=== Begin Enclosure ===

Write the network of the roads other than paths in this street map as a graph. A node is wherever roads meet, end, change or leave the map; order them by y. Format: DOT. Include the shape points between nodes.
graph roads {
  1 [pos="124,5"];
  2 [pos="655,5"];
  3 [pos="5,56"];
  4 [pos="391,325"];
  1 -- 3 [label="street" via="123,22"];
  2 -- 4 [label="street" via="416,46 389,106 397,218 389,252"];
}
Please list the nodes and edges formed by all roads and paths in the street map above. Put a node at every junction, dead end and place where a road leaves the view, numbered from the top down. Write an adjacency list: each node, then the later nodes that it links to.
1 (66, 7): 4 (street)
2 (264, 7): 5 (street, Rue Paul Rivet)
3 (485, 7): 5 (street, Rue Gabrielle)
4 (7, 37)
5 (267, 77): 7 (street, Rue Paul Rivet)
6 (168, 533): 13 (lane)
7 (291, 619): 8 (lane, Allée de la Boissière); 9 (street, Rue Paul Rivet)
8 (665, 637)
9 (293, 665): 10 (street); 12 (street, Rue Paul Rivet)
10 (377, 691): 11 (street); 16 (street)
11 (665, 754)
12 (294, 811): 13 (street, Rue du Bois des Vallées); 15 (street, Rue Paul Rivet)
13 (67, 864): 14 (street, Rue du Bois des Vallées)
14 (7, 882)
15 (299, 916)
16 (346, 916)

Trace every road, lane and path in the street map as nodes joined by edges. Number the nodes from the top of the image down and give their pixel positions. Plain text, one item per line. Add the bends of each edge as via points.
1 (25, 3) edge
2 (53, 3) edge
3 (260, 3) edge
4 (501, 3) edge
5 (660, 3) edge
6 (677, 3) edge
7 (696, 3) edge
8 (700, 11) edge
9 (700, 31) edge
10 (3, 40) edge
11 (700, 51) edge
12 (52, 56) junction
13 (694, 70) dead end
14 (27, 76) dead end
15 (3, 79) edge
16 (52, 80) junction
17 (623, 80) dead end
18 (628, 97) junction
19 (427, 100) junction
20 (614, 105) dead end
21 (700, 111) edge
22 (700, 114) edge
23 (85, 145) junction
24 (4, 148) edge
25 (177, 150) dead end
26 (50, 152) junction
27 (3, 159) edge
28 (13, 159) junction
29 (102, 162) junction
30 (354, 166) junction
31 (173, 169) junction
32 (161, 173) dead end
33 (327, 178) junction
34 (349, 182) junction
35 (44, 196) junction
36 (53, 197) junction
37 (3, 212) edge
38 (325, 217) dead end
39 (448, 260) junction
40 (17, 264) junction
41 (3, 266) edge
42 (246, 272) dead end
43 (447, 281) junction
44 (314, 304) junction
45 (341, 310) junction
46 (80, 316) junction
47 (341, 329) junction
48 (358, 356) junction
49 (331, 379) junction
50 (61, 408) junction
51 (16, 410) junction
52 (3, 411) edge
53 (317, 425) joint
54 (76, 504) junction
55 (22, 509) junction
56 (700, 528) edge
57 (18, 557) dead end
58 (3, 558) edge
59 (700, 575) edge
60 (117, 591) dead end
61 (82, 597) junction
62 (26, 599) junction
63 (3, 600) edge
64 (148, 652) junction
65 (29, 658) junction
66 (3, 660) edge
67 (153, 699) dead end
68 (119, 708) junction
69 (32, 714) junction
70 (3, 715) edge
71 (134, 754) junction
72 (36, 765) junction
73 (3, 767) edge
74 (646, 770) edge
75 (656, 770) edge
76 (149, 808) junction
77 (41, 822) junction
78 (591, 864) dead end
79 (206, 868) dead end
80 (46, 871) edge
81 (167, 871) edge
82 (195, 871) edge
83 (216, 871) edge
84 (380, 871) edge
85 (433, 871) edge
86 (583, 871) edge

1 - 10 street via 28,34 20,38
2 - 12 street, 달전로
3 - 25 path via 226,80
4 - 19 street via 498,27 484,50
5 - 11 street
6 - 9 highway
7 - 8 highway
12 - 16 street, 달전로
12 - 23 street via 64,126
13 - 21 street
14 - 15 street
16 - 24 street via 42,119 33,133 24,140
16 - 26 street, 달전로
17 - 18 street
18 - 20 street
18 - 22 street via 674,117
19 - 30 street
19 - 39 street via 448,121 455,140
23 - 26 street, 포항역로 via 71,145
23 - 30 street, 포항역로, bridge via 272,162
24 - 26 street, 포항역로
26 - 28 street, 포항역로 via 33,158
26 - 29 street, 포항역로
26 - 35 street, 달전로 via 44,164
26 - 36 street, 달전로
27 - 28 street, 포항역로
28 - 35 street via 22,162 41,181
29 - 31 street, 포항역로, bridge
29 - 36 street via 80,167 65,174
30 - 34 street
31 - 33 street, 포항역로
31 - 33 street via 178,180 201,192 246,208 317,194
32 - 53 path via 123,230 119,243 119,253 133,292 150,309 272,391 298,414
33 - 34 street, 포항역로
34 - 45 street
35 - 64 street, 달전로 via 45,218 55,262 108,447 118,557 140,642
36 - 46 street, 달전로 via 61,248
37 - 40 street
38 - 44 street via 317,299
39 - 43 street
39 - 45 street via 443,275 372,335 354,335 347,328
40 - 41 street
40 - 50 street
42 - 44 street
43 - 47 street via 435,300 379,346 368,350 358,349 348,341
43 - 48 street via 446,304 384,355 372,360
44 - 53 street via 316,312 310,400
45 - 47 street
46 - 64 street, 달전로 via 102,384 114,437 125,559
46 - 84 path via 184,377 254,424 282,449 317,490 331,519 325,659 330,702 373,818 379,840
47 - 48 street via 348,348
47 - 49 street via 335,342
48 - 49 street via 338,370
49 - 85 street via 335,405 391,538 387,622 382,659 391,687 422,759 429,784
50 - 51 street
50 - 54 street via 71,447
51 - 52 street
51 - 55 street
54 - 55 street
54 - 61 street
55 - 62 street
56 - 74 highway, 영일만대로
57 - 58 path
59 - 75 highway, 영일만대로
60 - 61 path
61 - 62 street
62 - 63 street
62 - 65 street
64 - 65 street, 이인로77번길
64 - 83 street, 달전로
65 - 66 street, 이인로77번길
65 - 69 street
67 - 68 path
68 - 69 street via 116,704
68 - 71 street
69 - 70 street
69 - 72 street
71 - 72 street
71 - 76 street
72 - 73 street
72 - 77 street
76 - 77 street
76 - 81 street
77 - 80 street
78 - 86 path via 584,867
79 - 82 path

=== End Enclosure ===

ASSIGNED TASK:
For the listing above, identify each line bearing "Paul".

ANSWER FOR THE TASK:
2 (264, 7): 5 (street, Rue Paul Rivet)
5 (267, 77): 7 (street, Rue Paul Rivet)
7 (291, 619): 8 (lane, Allée de la Boissière); 9 (street, Rue Paul Rivet)
9 (293, 665): 10 (street); 12 (street, Rue Paul Rivet)
12 (294, 811): 13 (street, Rue du Bois des Vallées); 15 (street, Rue Paul Rivet)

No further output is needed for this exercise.